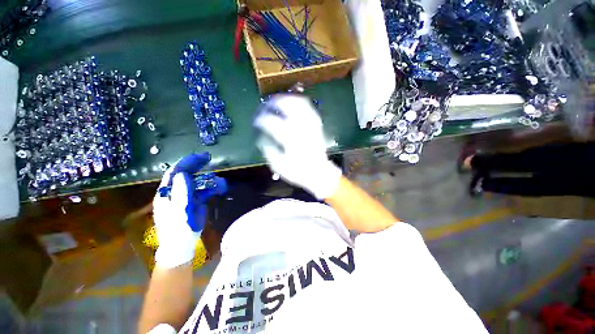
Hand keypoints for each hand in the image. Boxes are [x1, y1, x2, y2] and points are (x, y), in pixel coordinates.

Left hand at [152, 153, 225, 267]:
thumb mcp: (179, 210)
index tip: (201, 157)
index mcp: (167, 192)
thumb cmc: (177, 228)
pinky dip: (212, 188)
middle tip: (209, 159)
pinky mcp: (195, 202)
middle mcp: (176, 191)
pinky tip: (220, 188)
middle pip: (186, 174)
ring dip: (209, 180)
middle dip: (197, 166)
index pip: (175, 172)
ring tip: (220, 182)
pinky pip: (204, 191)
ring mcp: (186, 196)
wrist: (181, 244)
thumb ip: (180, 192)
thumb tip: (182, 174)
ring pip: (198, 182)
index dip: (187, 162)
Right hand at [253, 94, 341, 199]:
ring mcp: (311, 126)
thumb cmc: (299, 171)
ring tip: (279, 100)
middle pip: (289, 107)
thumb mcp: (279, 166)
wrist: (319, 173)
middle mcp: (301, 129)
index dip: (263, 120)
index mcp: (290, 140)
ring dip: (288, 99)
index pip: (273, 123)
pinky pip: (309, 109)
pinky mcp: (317, 127)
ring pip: (300, 104)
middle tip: (268, 104)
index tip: (257, 121)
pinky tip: (294, 103)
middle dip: (276, 102)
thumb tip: (261, 139)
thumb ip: (269, 151)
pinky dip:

WORK TASK: Scan the material for lines with the word "pinky", and copy each line you find.

EXERCISE SOLUTION:
pinky dip: (212, 188)
pinky mcp: (195, 202)
pinky tip: (220, 188)
pinky pip: (204, 191)
pinky pip: (309, 109)
pinky mcp: (317, 127)
pinky tip: (294, 103)
pinky dip:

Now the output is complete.